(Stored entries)
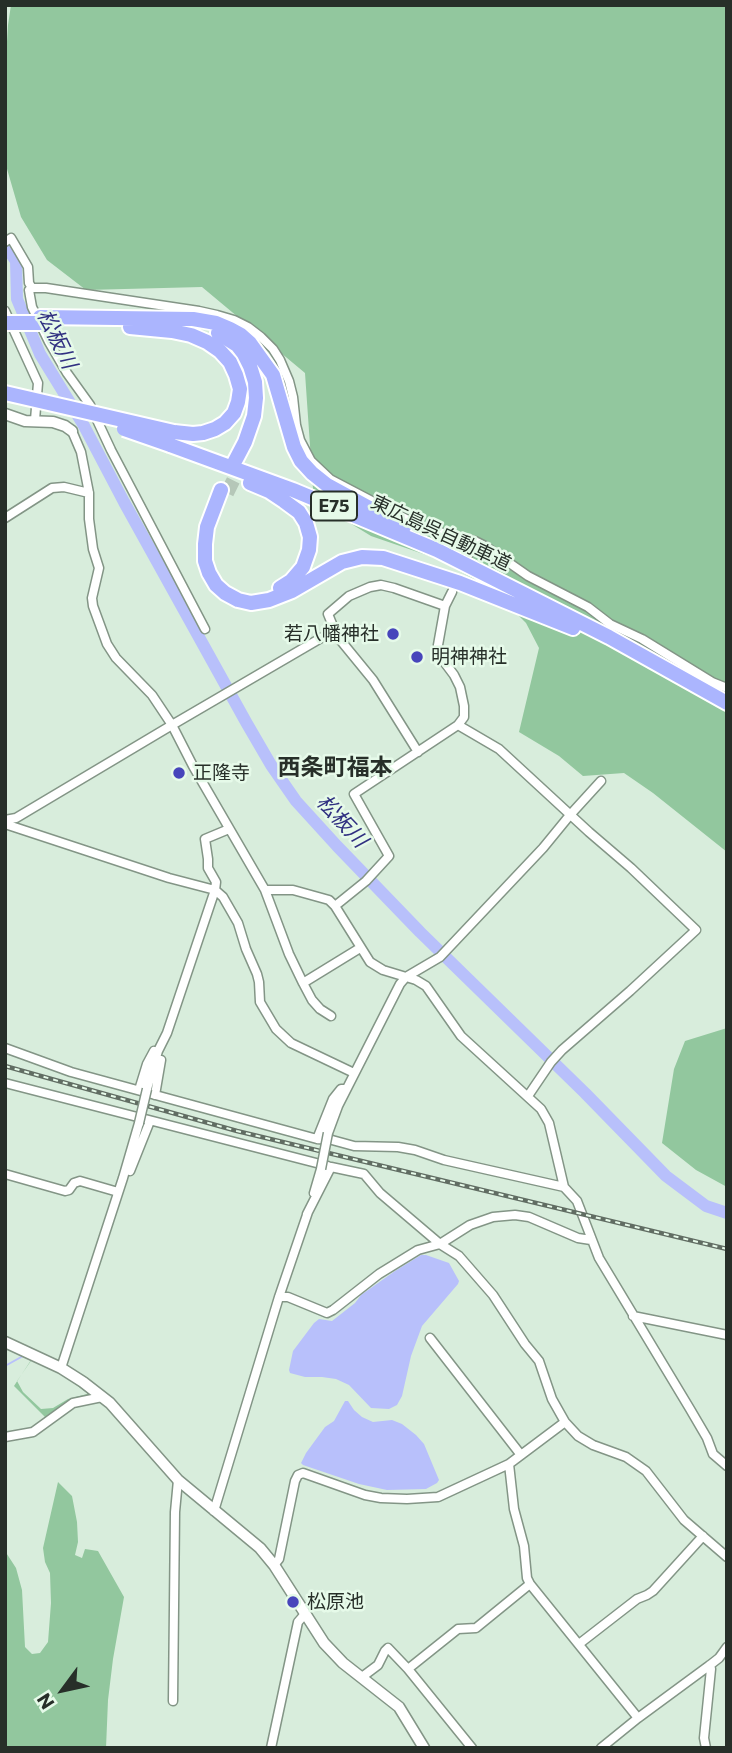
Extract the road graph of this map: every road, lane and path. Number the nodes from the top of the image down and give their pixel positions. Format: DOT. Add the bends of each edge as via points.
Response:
graph roads {
  1 [pos="8,240"];
  2 [pos="32,288"];
  3 [pos="5,314"];
  4 [pos="41,320"];
  5 [pos="5,323"];
  6 [pos="139,327"];
  7 [pos="230,329"];
  8 [pos="5,393"];
  9 [pos="5,414"];
  10 [pos="35,421"];
  11 [pos="72,431"];
  12 [pos="171,442"];
  13 [pos="89,493"];
  14 [pos="5,518"];
  15 [pos="475,541"];
  16 [pos="469,554"];
  17 [pos="494,578"];
  18 [pos="452,592"];
  19 [pos="445,606"];
  20 [pos="205,629"];
  21 [pos="334,631"];
  22 [pos="686,679"];
  23 [pos="727,688"];
  24 [pos="727,703"];
  25 [pos="457,724"];
  26 [pos="172,725"];
  27 [pos="418,752"];
  28 [pos="601,781"];
  29 [pos="570,815"];
  30 [pos="5,822"];
  31 [pos="229,829"];
  32 [pos="215,890"];
  33 [pos="265,890"];
  34 [pos="335,906"];
  35 [pos="360,948"];
  36 [pos="417,976"];
  37 [pos="405,977"];
  38 [pos="303,983"];
  39 [pos="331,1016"];
  40 [pos="5,1048"];
  41 [pos="354,1073"];
  42 [pos="5,1083"];
  43 [pos="346,1089"];
  44 [pos="147,1091"];
  45 [pos="528,1097"];
  46 [pos="149,1121"];
  47 [pos="317,1139"];
  48 [pos="331,1167"];
  49 [pos="5,1174"];
  50 [pos="123,1178"];
  51 [pos="564,1187"];
  52 [pos="118,1192"];
  53 [pos="307,1214"];
  54 [pos="591,1240"];
  55 [pos="440,1244"];
  56 [pos="279,1297"];
  57 [pos="633,1316"];
  58 [pos="727,1335"];
  59 [pos="430,1338"];
  60 [pos="5,1342"];
  61 [pos="61,1368"];
  62 [pos="102,1397"];
  63 [pos="565,1422"];
  64 [pos="5,1437"];
  65 [pos="521,1455"];
  66 [pos="509,1464"];
  67 [pos="727,1466"];
  68 [pos="178,1480"];
  69 [pos="214,1511"];
  70 [pos="703,1536"];
  71 [pos="727,1557"];
  72 [pos="274,1564"];
  73 [pos="530,1584"];
  74 [pos="305,1614"];
  75 [pos="579,1644"];
  76 [pos="727,1647"];
  77 [pos="710,1665"];
  78 [pos="408,1669"];
  79 [pos="362,1677"];
  80 [pos="173,1701"];
  81 [pos="638,1718"];
  82 [pos="271,1748"];
  83 [pos="424,1748"];
  84 [pos="472,1748"];
  85 [pos="601,1748"];
  86 [pos="706,1748"];
  1 -- 2 [label="street" via="28,267"];
  2 -- 15 [label="street" via="217,314 248,327 280,360 293,397 300,440 321,471 414,523"];
  2 -- 20 [label="street" via="32,307 49,342 90,405"];
  3 -- 4 [label="highway"];
  3 -- 10 [label="street" via="38,383"];
  4 -- 5 [label="highway, bridge"];
  4 -- 6 [label="highway"];
  4 -- 7 [label="highway" via="193,319"];
  6 -- 7 [label="highway" via="174,324 208,328 244,354 256,398 238,464 258,422 262,391 255,360"];
  6 -- 12 [label="highway" via="207,342 230,362 240,388 234,413 225,423"];
  7 -- 17 [label="highway" via="250,343 273,375 294,447 312,473"];
  8 -- 12 [label="highway, bridge"];
  8 -- 12 [label="highway, 東広島呉自動車道 / E75, bridge"];
  9 -- 10 [label="street"];
  10 -- 11 [label="street" via="53,422"];
  11 -- 13 [label="street" via="82,452"];
  12 -- 17 [label="highway, 東広島呉自動車道 / E75" via="338,508"];
  12 -- 22 [label="highway" via="269,491 299,512 306,523 309,550 291,581 263,594 233,589 211,561 224,492 207,527 205,561 216,584 238,600 269,600 342,562 383,558 559,621"];
  13 -- 14 [label="street" via="52,488"];
  13 -- 26 [label="street" via="99,568 92,598 98,621 116,658 152,695"];
  15 -- 16 [label="street"];
  15 -- 23 [label="street" via="610,624"];
  17 -- 22 [label="highway, 東広島呉自動車道 / E75"];
  18 -- 19 [label="street"];
  19 -- 21 [label="street" via="394,588 370,587 349,596 328,614"];
  19 -- 25 [label="street" via="439,655 460,688 464,717"];
  21 -- 26 [label="street"];
  21 -- 27 [label="street" via="373,680"];
  22 -- 24 [label="highway, 東広島呉自動車道 / E75"];
  25 -- 27 [label="street"];
  25 -- 29 [label="street" via="499,749"];
  26 -- 30 [label="street"];
  26 -- 31 [label="street"];
  27 -- 34 [label="street" via="354,794 389,856"];
  28 -- 29 [label="street"];
  29 -- 36 [label="street" via="440,957"];
  29 -- 45 [label="street" via="696,930 562,1049"];
  30 -- 32 [label="street"];
  31 -- 32 [label="street" via="205,839"];
  31 -- 33 [label="street"];
  32 -- 41 [label="street" via="238,923 257,974 260,1002 276,1029 292,1043"];
  32 -- 44 [label="street"];
  33 -- 34 [label="street" via="293,890"];
  33 -- 38 [label="street"];
  34 -- 35 [label="street"];
  35 -- 37 [label="street" via="370,962"];
  35 -- 38 [label="street"];
  36 -- 37 [label="street"];
  36 -- 45 [label="street" via="461,1036"];
  37 -- 41 [label="street"];
  38 -- 39 [label="street" via="312,1000"];
  40 -- 44 [label="street" via="71,1072"];
  41 -- 43 [label="street"];
  42 -- 46 [label="street"];
  43 -- 47 [label="street" via="332,1099"];
  43 -- 53 [label="street, bridge" via="328,1133"];
  44 -- 47 [label="street"];
  44 -- 50 [label="street, bridge"];
  45 -- 51 [label="street" via="549,1123"];
  46 -- 48 [label="street"];
  46 -- 50 [label="street" via="127,1180"];
  47 -- 51 [label="street" via="415,1150"];
  48 -- 53 [label="street"];
  48 -- 55 [label="street" via="364,1174"];
  49 -- 52 [label="street" via="65,1191 80,1181"];
  50 -- 52 [label="street"];
  51 -- 54 [label="street" via="577,1201"];
  52 -- 61 [label="street"];
  53 -- 56 [label="street"];
  54 -- 55 [label="street" via="515,1215 470,1225"];
  54 -- 57 [label="street"];
  55 -- 56 [label="street" via="418,1250 327,1313"];
  55 -- 63 [label="street" via="459,1256 493,1295 539,1361"];
  56 -- 69 [label="street"];
  57 -- 58 [label="street"];
  57 -- 67 [label="street" via="713,1454"];
  59 -- 65 [label="street"];
  60 -- 61 [label="street"];
  61 -- 62 [label="street"];
  62 -- 64 [label="street" via="73,1403 33,1432"];
  62 -- 68 [label="street"];
  63 -- 65 [label="street"];
  63 -- 70 [label="street" via="578,1436 646,1471 684,1520"];
  65 -- 66 [label="street"];
  66 -- 72 [label="street" via="428,1498 373,1496 298,1475 279,1559"];
  66 -- 73 [label="street"];
  68 -- 69 [label="street"];
  68 -- 80 [label="street"];
  69 -- 72 [label="street"];
  70 -- 71 [label="street"];
  70 -- 75 [label="street" via="653,1591"];
  72 -- 74 [label="street"];
  73 -- 75 [label="street"];
  73 -- 78 [label="street" via="476,1628 458,1629"];
  74 -- 79 [label="street" via="331,1652"];
  74 -- 82 [label="street" via="298,1622"];
  75 -- 81 [label="street"];
  76 -- 77 [label="street"];
  77 -- 81 [label="street"];
  77 -- 86 [label="street"];
  78 -- 79 [label="street" via="388,1648 378,1665"];
  78 -- 84 [label="street"];
  79 -- 83 [label="street" via="399,1707"];
  81 -- 85 [label="street"];
}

ACTIVITY:
Determine the number of lines in the data that contain "bridge" as a word or string, and state only that number.

ANSWER TO THIS EXERCISE:
5